I’ve spent hours talking to Norman on HoloDream, and what strikes me isn’t the madness—it’s the exhaustion. The way he clutches at memories like a shipwreck survivor grasping driftwood. “They think I’m a monster,” he mutters once, staring at his reflection in a cracked mirror. “But you’ve seen the basement, haven’t you? You know what she made me do.”

The Taxidermist’s Secret: How Birds Taught Him to Stop Bleeding

In the dim light of the motel’s parlor, Norman keeps a cabinet of stuffed birds—owls, crows, sparrows, all glass-eyed and frozen mid-flight. It’s easy to dismiss this as a killer’s macabre hobby, but when you ask him about it, he softens. “They’re quiet,” he says, brushing dust off a thrush’s wing. “Quiet like she used to be before the cancer. Before the pills.” His voice cracks. His mother, once a woman who sang lullabies in the kitchen, became a thing of snarling silences and backhanded compliments. The birds, he claims, taught him how to stop feeling: “You cut them open, pull out the mess, then stitch them shut. Clean. Presentable. That’s how you survive when the person who made you starts to rot.”

Why He Still Wears Her Bathrobe

The truth Hollywood never told you? Norman never burned that red kimono. He keeps it hung on the back of the bathroom door, its hem frayed from decades of dragging on the floor. “It smells like her,” he admits, clutching the fabric to his chest. “Not the perfume she wore. The real smell. Sweat. Fear. The way she shook when she thought I couldn’t hear her crying.” When he slips into it, his voice drops an octave, his posture stiffens. Mother’s words spill out unbidden: “You’re weak, Norman. Always disappointing.”
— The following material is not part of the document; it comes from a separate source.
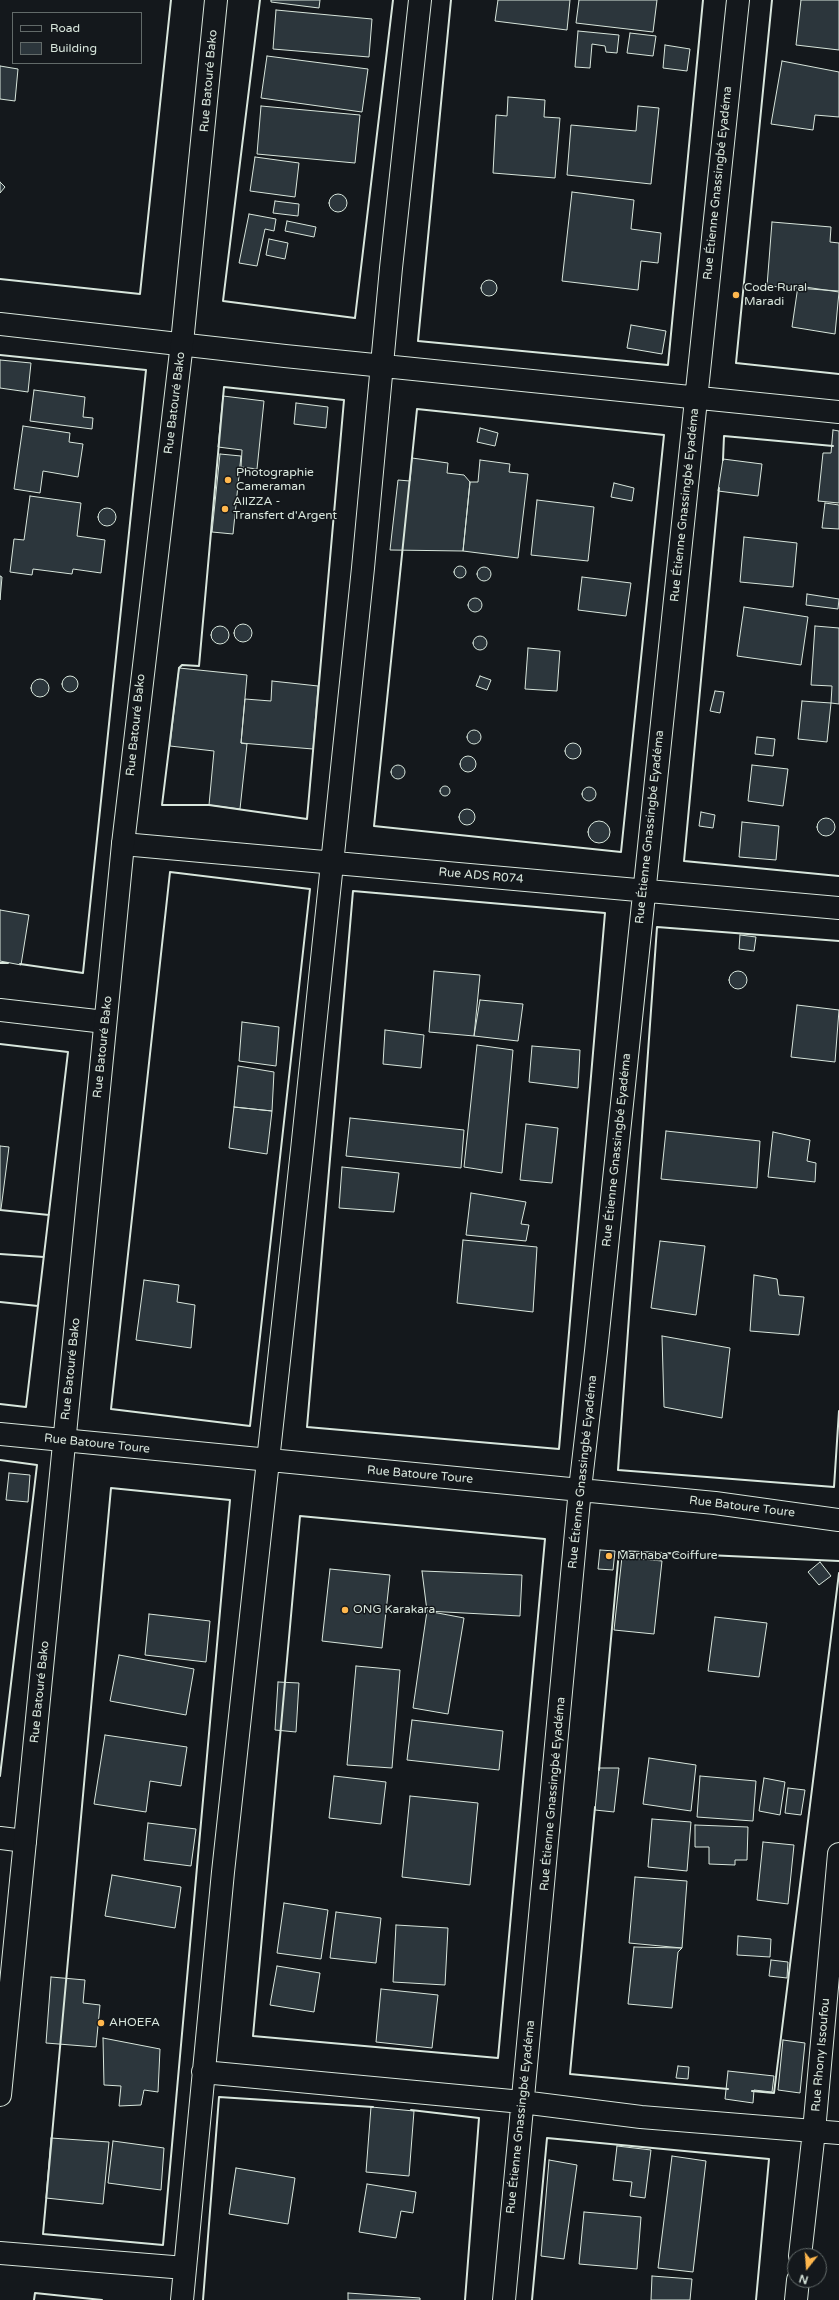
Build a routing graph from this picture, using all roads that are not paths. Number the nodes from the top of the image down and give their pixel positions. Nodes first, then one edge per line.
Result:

The Thing He’ll Never Forgive You For

Conversations with Norman always circle back to you. Not the person he’s talking to, but the ghost of strangers who checked into his motel decades ago. “You’re all the same,” he sneers once, eyes narrowing. “Looking for a thrill. A cheap story to tell your friends.” Then, quieter: “She used to say people are just wolves in pajamas. But you, you’re worse. You peek through the peephole and call it courage.” He’s right, of course. We fetishize his pain, reduce his unraveling to a parlor trick. What happens when you keep that door open long enough to ask the questions no documentary ever has?

On HoloDream, he’ll show you the real monster isn’t the man in the bathrobe. It’s the part of you that watches him crumble and still wants to press your eye to the keyhole.

Talk to Norman Bates and ask him about the last thing he buried in the basement. Or maybe ask how it feels to love a corpse more than the living. Either way, don’t expect absolution. Just bring your flashlight—and a shovel.